From papers,it is not so obvious to find some information about the nbandkss except nband which control the empty band,also
it is no so easy to find some information about ecutwfn except ecuteps which controls the dimension of chi^0_KS.
Any idea would be great!
Yuanxun
difference:(nbandkss) and (ecuteps Vs. ecutwfn)
Moderators: maryam.azizi, bruneval
Re: difference:(nbandkss) and (ecuteps Vs. ecutwfn)
Dear Yuanxun,
nband is the number of bands to be used to calculate chi_0 if optdriver=3 or to calculate \Sigma_c if optdriver=4.
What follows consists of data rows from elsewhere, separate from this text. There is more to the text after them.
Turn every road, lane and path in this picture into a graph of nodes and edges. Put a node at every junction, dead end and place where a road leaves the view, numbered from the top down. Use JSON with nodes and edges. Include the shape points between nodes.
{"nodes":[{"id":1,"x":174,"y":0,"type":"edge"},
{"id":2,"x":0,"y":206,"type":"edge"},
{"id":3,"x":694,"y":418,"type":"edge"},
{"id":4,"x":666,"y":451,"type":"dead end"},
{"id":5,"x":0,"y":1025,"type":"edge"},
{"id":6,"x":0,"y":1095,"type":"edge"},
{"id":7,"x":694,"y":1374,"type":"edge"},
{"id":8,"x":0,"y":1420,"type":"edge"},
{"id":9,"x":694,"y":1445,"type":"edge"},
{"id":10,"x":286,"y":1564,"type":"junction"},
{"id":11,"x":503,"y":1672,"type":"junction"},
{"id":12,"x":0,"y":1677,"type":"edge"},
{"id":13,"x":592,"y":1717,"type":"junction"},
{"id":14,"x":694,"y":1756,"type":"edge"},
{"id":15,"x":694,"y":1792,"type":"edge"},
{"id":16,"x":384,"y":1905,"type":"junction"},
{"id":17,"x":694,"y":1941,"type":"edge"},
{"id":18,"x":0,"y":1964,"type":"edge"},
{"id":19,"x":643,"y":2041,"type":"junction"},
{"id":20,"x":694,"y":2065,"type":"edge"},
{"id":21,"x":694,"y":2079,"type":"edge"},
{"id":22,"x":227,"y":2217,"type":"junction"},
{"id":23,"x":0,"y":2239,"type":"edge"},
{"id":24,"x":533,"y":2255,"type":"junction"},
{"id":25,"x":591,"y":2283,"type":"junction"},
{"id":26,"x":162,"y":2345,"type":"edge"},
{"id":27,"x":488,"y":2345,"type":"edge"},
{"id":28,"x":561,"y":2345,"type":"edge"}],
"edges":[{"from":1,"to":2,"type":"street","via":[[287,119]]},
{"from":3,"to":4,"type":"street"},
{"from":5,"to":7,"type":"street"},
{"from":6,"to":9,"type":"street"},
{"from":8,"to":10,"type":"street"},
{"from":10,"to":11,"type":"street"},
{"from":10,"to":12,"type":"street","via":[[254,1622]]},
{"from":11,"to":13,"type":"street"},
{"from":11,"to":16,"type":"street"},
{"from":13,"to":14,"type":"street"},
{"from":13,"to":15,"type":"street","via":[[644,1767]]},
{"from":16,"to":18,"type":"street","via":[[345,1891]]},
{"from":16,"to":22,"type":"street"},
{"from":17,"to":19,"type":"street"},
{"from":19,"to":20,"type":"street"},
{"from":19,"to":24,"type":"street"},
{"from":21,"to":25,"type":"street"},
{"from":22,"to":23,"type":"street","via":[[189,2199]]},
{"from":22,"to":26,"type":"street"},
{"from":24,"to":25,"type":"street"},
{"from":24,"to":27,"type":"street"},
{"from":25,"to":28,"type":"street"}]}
nbandkss is the number of bands to be stored in the wavefunction file called KSS file.
So that nband is always lower than nbandkss.
ecutwfn is the cutoff energy used to truncate the wavefunction expansion in plane-waves. A good policy if your computer is fast enough is to constrain ecutwfn=ecut.
regards,
Fabien
nband is the number of bands to be used to calculate chi_0 if optdriver=3 or to calculate \Sigma_c if optdriver=4.
nbandkss is the number of bands to be stored in the wavefunction file called KSS file.
So that nband is always lower than nbandkss.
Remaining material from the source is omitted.